Problem description
Give back the full data, retyped precisely.

(Records contained in a dataset)
====
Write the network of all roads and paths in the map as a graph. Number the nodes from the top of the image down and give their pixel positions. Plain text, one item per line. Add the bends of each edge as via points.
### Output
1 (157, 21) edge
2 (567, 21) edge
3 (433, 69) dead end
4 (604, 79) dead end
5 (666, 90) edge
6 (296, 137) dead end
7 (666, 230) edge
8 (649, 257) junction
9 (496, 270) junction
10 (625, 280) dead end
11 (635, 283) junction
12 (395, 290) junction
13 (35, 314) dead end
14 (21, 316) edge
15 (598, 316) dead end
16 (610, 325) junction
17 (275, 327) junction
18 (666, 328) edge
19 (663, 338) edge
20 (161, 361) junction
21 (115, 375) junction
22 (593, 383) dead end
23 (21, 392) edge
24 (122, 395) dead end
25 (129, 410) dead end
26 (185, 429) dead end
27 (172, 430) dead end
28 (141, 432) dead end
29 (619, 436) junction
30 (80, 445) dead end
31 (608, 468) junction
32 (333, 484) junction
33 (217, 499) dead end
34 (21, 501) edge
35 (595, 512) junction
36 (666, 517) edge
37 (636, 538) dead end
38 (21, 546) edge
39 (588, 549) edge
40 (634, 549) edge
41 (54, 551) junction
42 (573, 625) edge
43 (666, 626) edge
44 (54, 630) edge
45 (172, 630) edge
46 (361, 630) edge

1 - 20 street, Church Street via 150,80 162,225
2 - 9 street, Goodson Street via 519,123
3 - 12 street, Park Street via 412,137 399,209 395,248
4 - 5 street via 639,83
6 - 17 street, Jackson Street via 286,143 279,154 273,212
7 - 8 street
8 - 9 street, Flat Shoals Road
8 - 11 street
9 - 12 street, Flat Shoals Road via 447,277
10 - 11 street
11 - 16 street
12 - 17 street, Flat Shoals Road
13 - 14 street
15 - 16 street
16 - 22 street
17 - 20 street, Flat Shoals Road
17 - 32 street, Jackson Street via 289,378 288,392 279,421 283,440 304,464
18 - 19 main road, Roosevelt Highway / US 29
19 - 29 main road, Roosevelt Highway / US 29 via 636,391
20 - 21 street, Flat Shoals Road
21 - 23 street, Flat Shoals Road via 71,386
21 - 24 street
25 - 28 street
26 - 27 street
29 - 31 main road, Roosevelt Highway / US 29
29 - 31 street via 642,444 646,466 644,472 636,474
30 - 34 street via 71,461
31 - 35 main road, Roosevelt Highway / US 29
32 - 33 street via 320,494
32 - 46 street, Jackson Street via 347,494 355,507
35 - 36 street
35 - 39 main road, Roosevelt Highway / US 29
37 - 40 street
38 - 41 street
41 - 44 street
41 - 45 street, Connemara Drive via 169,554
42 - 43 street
====
Completed exercise
Write the network of all roads and paths in the map as a graph. Number the nodes from the top of the image down and give their pixel positions. Plain text, one item per line. Add the bends of each edge as via points.
### Output
1 (157, 21) edge
2 (567, 21) edge
3 (433, 69) dead end
4 (604, 79) dead end
5 (666, 90) edge
6 (296, 137) dead end
7 (666, 230) edge
8 (649, 257) junction
9 (496, 270) junction
10 (625, 280) dead end
11 (635, 283) junction
12 (395, 290) junction
13 (35, 314) dead end
14 (21, 316) edge
15 (598, 316) dead end
16 (610, 325) junction
17 (275, 327) junction
18 (666, 328) edge
19 (663, 338) edge
20 (161, 361) junction
21 (115, 375) junction
22 (593, 383) dead end
23 (21, 392) edge
24 (122, 395) dead end
25 (129, 410) dead end
26 (185, 429) dead end
27 (172, 430) dead end
28 (141, 432) dead end
29 (619, 436) junction
30 (80, 445) dead end
31 (608, 468) junction
32 (333, 484) junction
33 (217, 499) dead end
34 (21, 501) edge
35 (595, 512) junction
36 (666, 517) edge
37 (636, 538) dead end
38 (21, 546) edge
39 (588, 549) edge
40 (634, 549) edge
41 (54, 551) junction
42 (573, 625) edge
43 (666, 626) edge
44 (54, 630) edge
45 (172, 630) edge
46 (361, 630) edge

1 - 20 street, Church Street via 150,80 162,225
2 - 9 street, Goodson Street via 519,123
3 - 12 street, Park Street via 412,137 399,209 395,248
4 - 5 street via 639,83
6 - 17 street, Jackson Street via 286,143 279,154 273,212
7 - 8 street
8 - 9 street, Flat Shoals Road
8 - 11 street
9 - 12 street, Flat Shoals Road via 447,277
10 - 11 street
11 - 16 street
12 - 17 street, Flat Shoals Road
13 - 14 street
15 - 16 street
16 - 22 street
17 - 20 street, Flat Shoals Road
17 - 32 street, Jackson Street via 289,378 288,392 279,421 283,440 304,464
18 - 19 main road, Roosevelt Highway / US 29
19 - 29 main road, Roosevelt Highway / US 29 via 636,391
20 - 21 street, Flat Shoals Road
21 - 23 street, Flat Shoals Road via 71,386
21 - 24 street
25 - 28 street
26 - 27 street
29 - 31 main road, Roosevelt Highway / US 29
29 - 31 street via 642,444 646,466 644,472 636,474
30 - 34 street via 71,461
31 - 35 main road, Roosevelt Highway / US 29
32 - 33 street via 320,494
32 - 46 street, Jackson Street via 347,494 355,507
35 - 36 street
35 - 39 main road, Roosevelt Highway / US 29
37 - 40 street
38 - 41 street
41 - 44 street
41 - 45 street, Connemara Drive via 169,554
42 - 43 street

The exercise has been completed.